» **Aim of the task**:
Where in the records does the word "Haselsteg" appear? Copy each line that holds it.

===== Material for the task

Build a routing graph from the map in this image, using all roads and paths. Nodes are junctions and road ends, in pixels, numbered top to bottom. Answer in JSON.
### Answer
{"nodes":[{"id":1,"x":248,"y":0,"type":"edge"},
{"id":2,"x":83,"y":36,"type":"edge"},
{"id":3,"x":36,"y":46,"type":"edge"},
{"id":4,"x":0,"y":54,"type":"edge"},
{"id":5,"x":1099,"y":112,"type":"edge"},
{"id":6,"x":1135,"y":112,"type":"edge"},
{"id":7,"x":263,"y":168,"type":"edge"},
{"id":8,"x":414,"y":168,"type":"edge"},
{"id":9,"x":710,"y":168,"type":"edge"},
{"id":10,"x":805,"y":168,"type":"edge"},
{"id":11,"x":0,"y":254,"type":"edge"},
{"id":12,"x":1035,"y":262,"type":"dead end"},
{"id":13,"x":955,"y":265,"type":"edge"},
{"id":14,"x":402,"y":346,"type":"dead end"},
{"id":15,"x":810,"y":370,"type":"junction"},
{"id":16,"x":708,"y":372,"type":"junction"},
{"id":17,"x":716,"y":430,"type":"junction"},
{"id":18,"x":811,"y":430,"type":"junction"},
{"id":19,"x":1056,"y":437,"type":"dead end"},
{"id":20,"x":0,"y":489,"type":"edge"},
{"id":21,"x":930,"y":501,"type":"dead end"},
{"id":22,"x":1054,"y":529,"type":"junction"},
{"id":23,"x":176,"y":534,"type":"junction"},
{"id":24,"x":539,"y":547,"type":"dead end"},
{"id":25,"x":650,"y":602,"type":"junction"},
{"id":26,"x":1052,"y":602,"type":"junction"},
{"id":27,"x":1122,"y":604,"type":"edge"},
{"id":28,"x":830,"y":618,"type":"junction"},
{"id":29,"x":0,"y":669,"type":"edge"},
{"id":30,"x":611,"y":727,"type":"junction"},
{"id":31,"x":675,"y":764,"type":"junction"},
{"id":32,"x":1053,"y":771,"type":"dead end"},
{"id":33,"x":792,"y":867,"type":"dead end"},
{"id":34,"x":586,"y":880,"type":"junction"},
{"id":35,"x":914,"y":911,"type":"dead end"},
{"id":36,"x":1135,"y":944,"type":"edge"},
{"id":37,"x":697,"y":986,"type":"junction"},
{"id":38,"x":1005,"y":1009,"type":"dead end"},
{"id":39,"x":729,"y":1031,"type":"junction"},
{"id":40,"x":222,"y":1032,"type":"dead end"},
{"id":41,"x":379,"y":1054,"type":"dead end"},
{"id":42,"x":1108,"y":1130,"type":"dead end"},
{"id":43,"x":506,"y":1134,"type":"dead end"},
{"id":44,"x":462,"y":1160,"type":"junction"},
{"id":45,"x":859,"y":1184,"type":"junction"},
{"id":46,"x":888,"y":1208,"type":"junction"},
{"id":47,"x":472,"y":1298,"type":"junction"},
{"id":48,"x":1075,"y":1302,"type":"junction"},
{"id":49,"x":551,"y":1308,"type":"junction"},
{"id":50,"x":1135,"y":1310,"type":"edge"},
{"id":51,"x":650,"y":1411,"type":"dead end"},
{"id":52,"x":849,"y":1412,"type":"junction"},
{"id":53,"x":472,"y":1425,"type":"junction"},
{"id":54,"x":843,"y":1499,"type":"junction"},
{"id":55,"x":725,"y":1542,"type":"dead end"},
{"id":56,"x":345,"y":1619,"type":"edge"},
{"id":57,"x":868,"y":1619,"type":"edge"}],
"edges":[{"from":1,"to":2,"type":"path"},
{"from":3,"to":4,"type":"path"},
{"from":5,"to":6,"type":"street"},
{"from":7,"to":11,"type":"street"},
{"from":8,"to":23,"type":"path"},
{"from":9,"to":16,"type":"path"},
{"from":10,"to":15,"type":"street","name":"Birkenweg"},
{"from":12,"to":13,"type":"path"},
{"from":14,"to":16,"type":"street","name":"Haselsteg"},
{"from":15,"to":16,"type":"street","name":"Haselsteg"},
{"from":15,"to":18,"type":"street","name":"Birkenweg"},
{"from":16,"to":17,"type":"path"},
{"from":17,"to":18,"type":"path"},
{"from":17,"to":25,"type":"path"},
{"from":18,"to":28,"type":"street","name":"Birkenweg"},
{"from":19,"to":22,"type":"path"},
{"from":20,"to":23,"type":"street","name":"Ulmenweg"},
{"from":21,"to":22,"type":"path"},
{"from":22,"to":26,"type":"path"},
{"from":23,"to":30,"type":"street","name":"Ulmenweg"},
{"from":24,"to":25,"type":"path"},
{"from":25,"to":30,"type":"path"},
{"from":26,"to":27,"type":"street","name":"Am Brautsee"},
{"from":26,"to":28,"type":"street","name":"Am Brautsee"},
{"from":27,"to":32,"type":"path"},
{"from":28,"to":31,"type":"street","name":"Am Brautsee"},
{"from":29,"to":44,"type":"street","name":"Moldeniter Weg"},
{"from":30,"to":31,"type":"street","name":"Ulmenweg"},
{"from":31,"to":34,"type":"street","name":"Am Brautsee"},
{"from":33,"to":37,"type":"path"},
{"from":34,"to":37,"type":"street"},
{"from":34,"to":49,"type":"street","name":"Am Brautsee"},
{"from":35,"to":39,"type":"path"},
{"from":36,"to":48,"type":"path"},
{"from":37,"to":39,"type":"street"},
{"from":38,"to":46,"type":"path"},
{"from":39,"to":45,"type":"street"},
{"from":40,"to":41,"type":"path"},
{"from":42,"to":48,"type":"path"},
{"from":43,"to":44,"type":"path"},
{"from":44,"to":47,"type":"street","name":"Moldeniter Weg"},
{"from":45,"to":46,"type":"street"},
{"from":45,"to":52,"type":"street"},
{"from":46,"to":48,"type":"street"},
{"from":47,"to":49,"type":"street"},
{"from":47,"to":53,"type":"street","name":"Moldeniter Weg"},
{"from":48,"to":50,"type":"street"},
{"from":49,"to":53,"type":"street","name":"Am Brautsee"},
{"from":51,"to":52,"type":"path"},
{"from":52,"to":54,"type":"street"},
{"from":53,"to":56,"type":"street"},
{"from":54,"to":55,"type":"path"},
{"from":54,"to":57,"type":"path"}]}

==========

» **Solution below**:
{"from":14,"to":16,"type":"street","name":"Haselsteg"},
{"from":15,"to":16,"type":"street","name":"Haselsteg"},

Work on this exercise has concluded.